Il racconto del Reduce dai campi innevati della Russia diventa teatro puro

Esiste un lungo racconto del ritorno dei Greci da Troia, nel primo atto di “Orestea” di Eschilo, affidata a un soldato semplice, che monologa sulla sofferenza violenta dei graduati in guerra: Il racconto del Reduce è sempre teatro puro, e gli dà ora nuovo corpo Marco Paolini, riscrivendo e ripetendo una storia: “Il Sergente” evoca la vicenda di un singolo, dà il rendiconto di una spedizione sciagurata visto con gli occhi di uno che l’ha patita sulla propria pelle. Termina dopo cento minuti, con un quarto d’ora di spettacolo-capolavoro: ove si comunica “fisicamente” al pubblico la fine e la riapertura di quella storia. Si dà conto, prima, di come lo strazio dei ricordi della ritirata mortale Russia-Italia, tra le nevi e il gelo, nel secondo dopoguerra, abbia condotto un soldato italiano all’inaridimento, alla solitudine totale; e si dà conto, nel finale, di quali palpiti lo abbiano ricondotto a vivere. Nel 1954 quel soldato, Mario Rigoni Stern, riversò i suoi ricordi in un libro, “Il Sergente nella neve”, edito da Einaudi nel 1953. Paolini vi costruisce sopra questo suo ultimo spettacolo, compiendo anche altri e diversi viaggi: quello da lui stesso reiterato lungo la marcia narrata da Rigoni Stern; quello dell’anabasi del “sergente” Senofonte verso il mar Nero; e poi altri evocati, citati, ideati. Sullo sfondo, una carta dell’Europa dà conto dell’allargamento geografico-tematico dell’artista, dal Vajont, da Ustica e da Marghera, alle rive del Don. Vale a dire, dalla guerra privata dell’indagine civile alla guerra-guerra: per tutte, quella dell’ultimo conflitto mondiale. Due considerazioni. La prima sull’attore. Paolini non è, non pare un bel narratore, un avvincente aedo di epos privato o bellico. Marco Paolini è un teatro intero, uno che da solo soffia e disegna e muove le cento componenti di uno spettacolo di prosa. E’ un fenomeno attoriale assolutamente unico, di un magnetismo mica tanto spiegabile: visto che la narrazione ha tratti comici, parodici, divertenti, ma pure tratti faticosi. Paolini possiede una teatralità costitutiva del suo corpo, del suo sangue e della sua anima, una teatralità fisiologica. Sa tenere la platea con pochi mezzi, neppur tutti originali o efficaci, ma non sono i contorni, è lui a funzionare.

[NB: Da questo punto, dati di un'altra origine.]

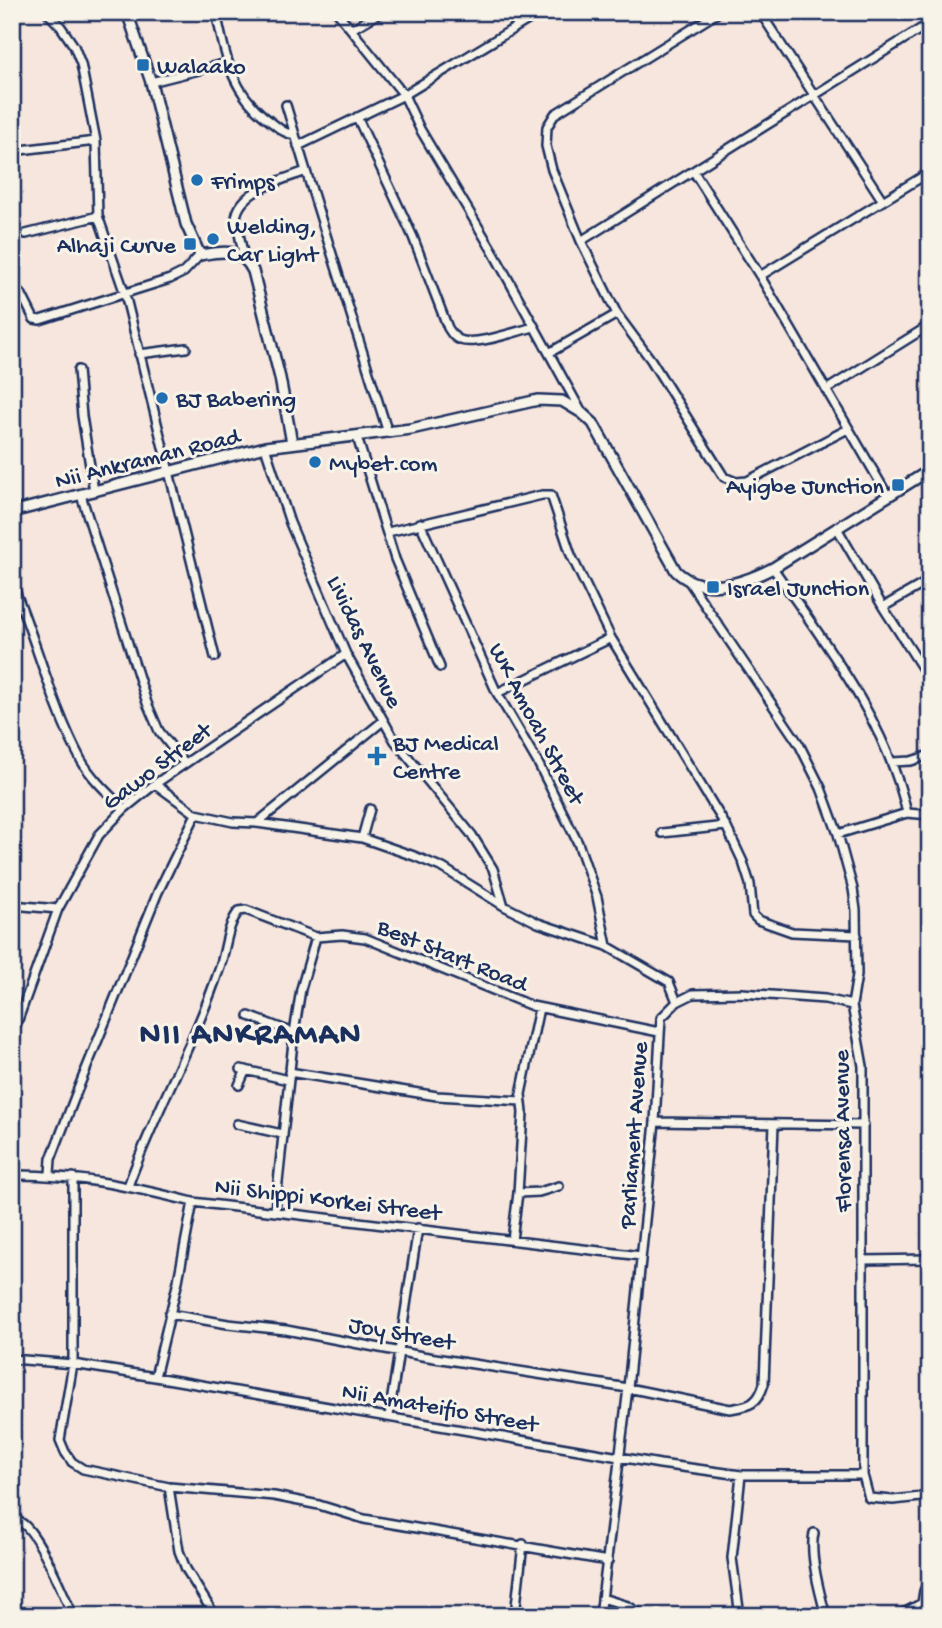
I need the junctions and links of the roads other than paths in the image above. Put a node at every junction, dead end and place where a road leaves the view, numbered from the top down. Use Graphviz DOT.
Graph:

Traendo perfino da un paio di banali incidenti di sala, un black out elettrico e uno starnuto fragoroso, occasione di improvvisate battute stradivertenti.

La prova è che duecento adolescenti presenti nella sala della Corte non hanno emesso respiro per due ore, spettacolo nello spettacolo. La seconda considerazione riguarda la portata dell’intera operazione Rigoni Stern, chè così giusto chiamare una rielaborazione certamente, lungamente, vistosamente meditata. Nelle corde di Paolini può star tutto, e tutto trova fantastica collocazione.

Ma l’ispirazione civile è altra cosa rispetto a quella antibellica. L’ispirazione e lo spettacolo di contenuto civile incidono sulle cose, qualche volta possono perfino cambiarle, condizionarle. Ed emanano infine, ci pare, dall’artista, con più passione.